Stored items

┌────────

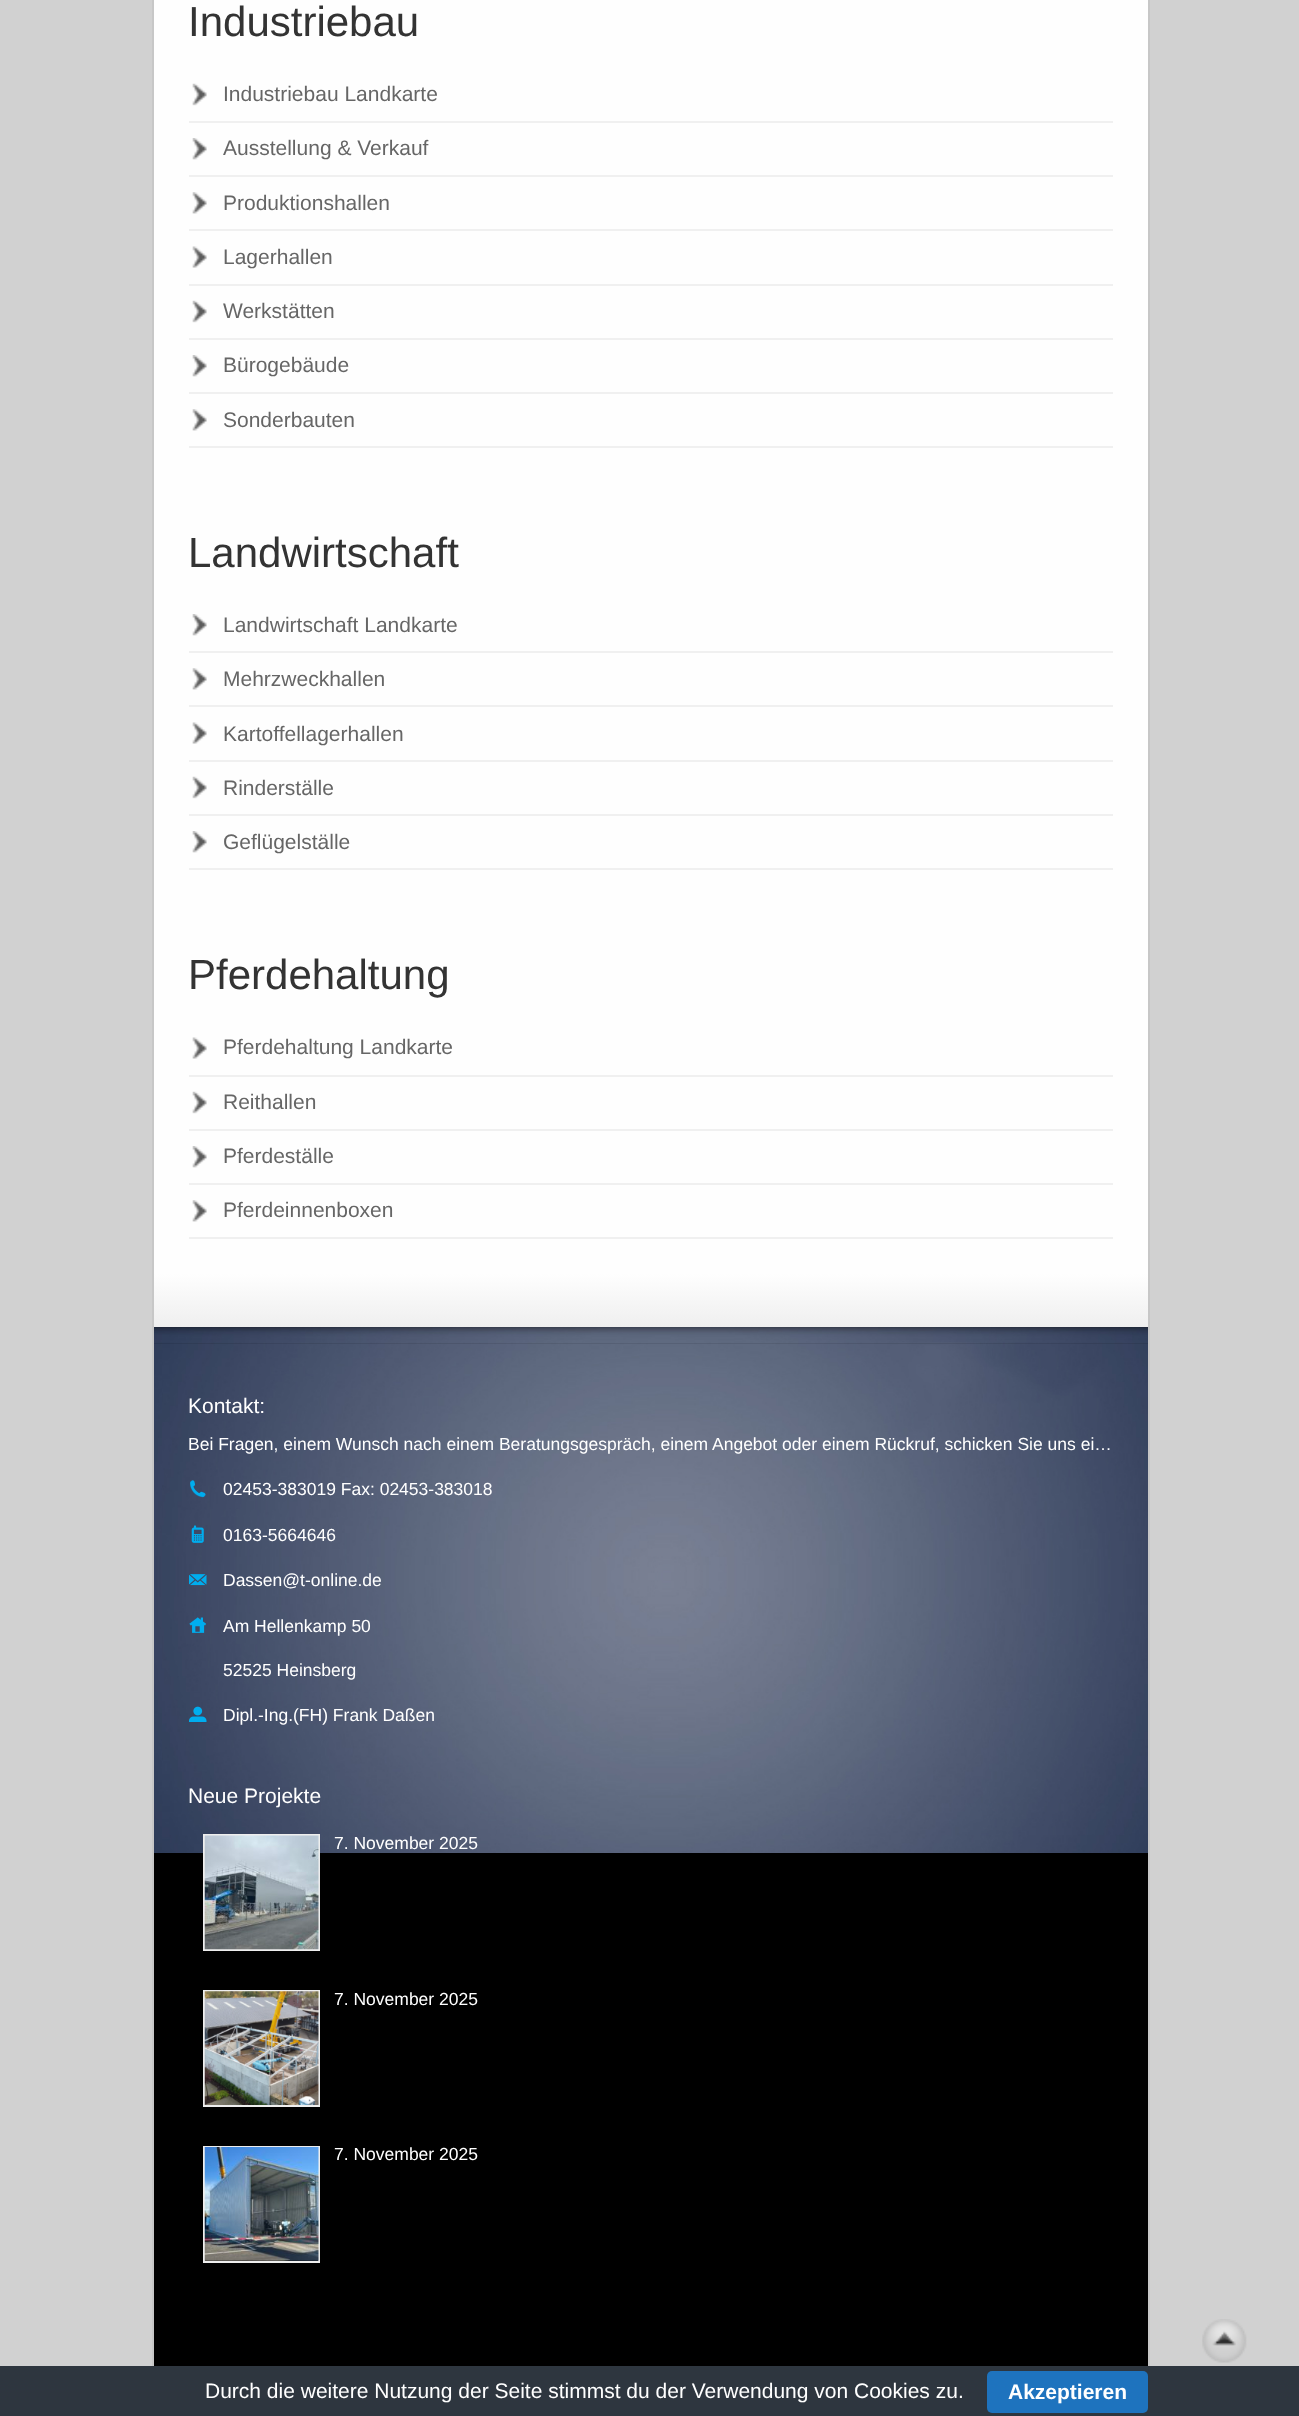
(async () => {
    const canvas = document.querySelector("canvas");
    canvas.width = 1299;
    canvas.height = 2416;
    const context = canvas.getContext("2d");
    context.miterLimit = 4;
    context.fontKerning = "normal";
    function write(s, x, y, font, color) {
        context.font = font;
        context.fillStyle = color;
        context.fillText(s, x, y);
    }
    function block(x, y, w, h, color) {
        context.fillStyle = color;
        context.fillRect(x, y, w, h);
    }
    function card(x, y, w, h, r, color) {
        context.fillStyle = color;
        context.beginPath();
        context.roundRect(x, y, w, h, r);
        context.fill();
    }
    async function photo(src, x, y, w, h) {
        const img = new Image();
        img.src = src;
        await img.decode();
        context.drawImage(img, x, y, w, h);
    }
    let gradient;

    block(0, 0, 1299, 2416, "rgb(209, 209, 209)");
    context.strokeStyle = "rgb(199, 199, 199)";
    context.lineWidth = 2;
    context.strokeRect(153, -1, 996, 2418);
    block(154, 0, 994, 1274, "rgb(254, 254, 254)");
    write("Industriebau", 188, 36, "42px Liberation Sans", "rgb(51, 51, 51)");
    await photo("media/1.png", 192, 83, 15, 23);
    block(189, 121, 924, 2, "rgb(240, 240, 240)");
    write("Industriebau Landkarte", 223, 101, "21px Liberation Sans", "rgb(102, 102, 102)");
    await photo("media/2.png", 192, 138, 15, 22);
    block(189, 175, 924, 2, "rgb(240, 240, 240)");
    write("Ausstellung & Verkauf", 223, 155, "21px Liberation Sans", "rgb(102, 102, 102)");
    await photo("media/3.png", 192, 192, 15, 22);
    block(189, 229, 924, 2, "rgb(240, 240, 240)");
    write("Produktionshallen", 223, 210, "21px Liberation Sans", "rgb(102, 102, 102)");
    await photo("media/4.png", 192, 246, 15, 22);
    block(189, 284, 924, 2, "rgb(240, 240, 240)");
    write("Lagerhallen", 223, 264, "21px Liberation Sans", "rgb(102, 102, 102)");
    await photo("media/1.png", 192, 300, 15, 23);
    block(189, 338, 924, 2, "rgb(240, 240, 240)");
    write("Werkstätten", 223, 318, "21px Liberation Sans", "rgb(102, 102, 102)");
    await photo("media/2.png", 192, 355, 15, 22);
    block(189, 392, 924, 2, "rgb(240, 240, 240)");
    write("Bürogebäude", 223, 372, "21px Liberation Sans", "rgb(102, 102, 102)");
    await photo("media/3.png", 192, 409, 15, 22);
    block(189, 446, 924, 2, "rgb(240, 240, 240)");
    write("Sonderbauten", 223, 427, "21px Liberation Sans", "rgb(102, 102, 102)");
    write("Landwirtschaft", 188, 567, "42px Liberation Sans", "rgb(51, 51, 51)");
    await photo("media/2.png", 192, 614, 15, 22);
    block(189, 651, 924, 2, "rgb(240, 240, 240)");
    write("Landwirtschaft Landkarte", 223, 632, "21px Liberation Sans", "rgb(102, 102, 102)");
    await photo("media/3.png", 192, 668, 15, 22);
    block(189, 705, 924, 2, "rgb(240, 240, 240)");
    write("Mehrzweckhallen", 223, 686, "21px Liberation Sans", "rgb(102, 102, 102)");
    await photo("media/4.png", 192, 722, 15, 22);
    block(189, 760, 924, 2, "rgb(240, 240, 240)");
    write("Kartoffellagerhallen", 223, 741, "21px Liberation Sans", "rgb(102, 102, 102)");
    await photo("media/1.png", 192, 776, 15, 23);
    block(189, 814, 924, 2, "rgb(240, 240, 240)");
    write("Rinderställe", 223, 795, "21px Liberation Sans", "rgb(102, 102, 102)");
    await photo("media/2.png", 192, 831, 15, 22);
    block(189, 868, 924, 2, "rgb(240, 240, 240)");
    write("Geflügelställe", 223, 849, "21px Liberation Sans", "rgb(102, 102, 102)");
    write("Pferdehaltung", 188, 989, "42px Liberation Sans", "rgb(51, 51, 51)");
    await photo("media/4.png", 192, 1037, 15, 22);
    block(189, 1075, 924, 2, "rgb(240, 240, 240)");
    write("Pferdehaltung Landkarte", 223, 1054, "21px Liberation Sans", "rgb(102, 102, 102)");
    await photo("media/1.png", 192, 1091, 15, 23);
    block(189, 1129, 924, 2, "rgb(240, 240, 240)");
    write("Reithallen", 223, 1109, "21px Liberation Sans", "rgb(102, 102, 102)");
    await photo("media/2.png", 192, 1146, 15, 22);
    block(189, 1183, 924, 2, "rgb(240, 240, 240)");
    write("Pferdeställe", 223, 1163, "21px Liberation Sans", "rgb(102, 102, 102)");
    await photo("media/3.png", 192, 1200, 15, 22);
    block(189, 1237, 924, 2, "rgb(240, 240, 240)");
    write("Pferdeinnenboxen", 223, 1217, "21px Liberation Sans", "rgb(102, 102, 102)");
    gradient = context.createLinearGradient(651, 1274, 651, 1327);
    gradient.addColorStop(0, "rgb(254, 254, 254)");
    gradient.addColorStop(1, "rgb(239, 239, 239)");
    context.fillStyle = gradient;
    context.fillRect(154, 1274, 994, 53);
    block(154, 1853, 994, 513, "rgb(0, 0, 0)");
    await photo("media/5.png", 154, 1327, 994, 526);
    await photo("media/6.png", 154, 1327, 994, 17);
    write("Kontakt:", 188, 1413, "21px Liberation Sans", "rgb(255, 255, 255)");
    write("Bei Fragen, einem Wunsch nach einem Beratungsgespräch, einem Angebot oder einem Rückruf, schicken Sie uns ei…", 188, 1450, "17.5px Liberation Sans", "rgb(255, 255, 255)");
    await photo("media/7.png", 190, 1480, 16, 18);
    write("02453-383019 Fax: 02453-383018", 223, 1495, "17.5px Liberation Sans", "rgb(255, 255, 255)");
    await photo("media/8.png", 191, 1525, 13, 18);
    write("0163-5664646", 223, 1541, "17.5px Liberation Sans", "rgb(255, 255, 255)");
    await photo("media/9.png", 189, 1574, 18, 12);
    write("Dassen@t-online.de", 223, 1586, "17.5px Liberation Sans", "rgb(255, 255, 255)");
    await photo("media/10.png", 189, 1617, 18, 16);
    write("Am Hellenkamp 50", 223, 1632, "17.5px Liberation Sans", "rgb(255, 255, 255)");
    write("52525 Heinsberg", 223, 1676, "17.5px Liberation Sans", "rgb(255, 255, 255)");
    await photo("media/11.png", 189, 1706, 18, 16);
    write("Dipl.-Ing.(FH) Frank Daßen", 223, 1721, "17.5px Liberation Sans", "rgb(255, 255, 255)");
    write("Neue Projekte", 188, 1803, "21px Liberation Sans", "rgb(255, 255, 255)");
    context.strokeStyle = "rgb(238, 238, 238)";
    context.strokeRect(204, 1835, 115, 115);
    await photo("media/12.png", 204, 1835, 115, 115);
    write("7. November 2025", 334, 1849, "17.5px Liberation Sans", "rgb(255, 255, 255)");
    context.strokeRect(204, 1991, 115, 115);
    await photo("media/13.png", 204, 1991, 115, 114);
    write("7. November 2025", 334, 2005, "17.5px Liberation Sans", "rgb(255, 255, 255)");
    context.strokeRect(204, 2147, 115, 115);
    await photo("media/14.png", 204, 2147, 115, 114);
    write("7. November 2025", 334, 2160, "17.5px Liberation Sans", "rgb(255, 255, 255)");
    block(0, 2366, 1299, 50, "rgb(46, 54, 63)");
    write("Durch die weitere Nutzung der Seite stimmst du der Verwendung von Cookies zu.", 205, 2398, "21px Liberation Sans", "rgb(255, 255, 255)");
    card(987, 2371, 161, 42, 5, "rgb(30, 115, 190)");
    write("Akzeptieren", 1008, 2399, "bold 21px Liberation Sans", "rgb(255, 255, 255)");
    await photo("media/15.png", 1202, 2319, 45, 44);
})();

└────────

What you are asked to do
Taking the entries above, write out exactly the lines starting with the line containing "context.fillStyle = gradient;" and going on through the line containing "1327, 994, 17);", both included, and nothing else.

Solution below
    context.fillStyle = gradient;
    context.fillRect(154, 1274, 994, 53);
    block(154, 1853, 994, 513, "rgb(0, 0, 0)");
    await photo("media/5.png", 154, 1327, 994, 526);
    await photo("media/6.png", 154, 1327, 994, 17);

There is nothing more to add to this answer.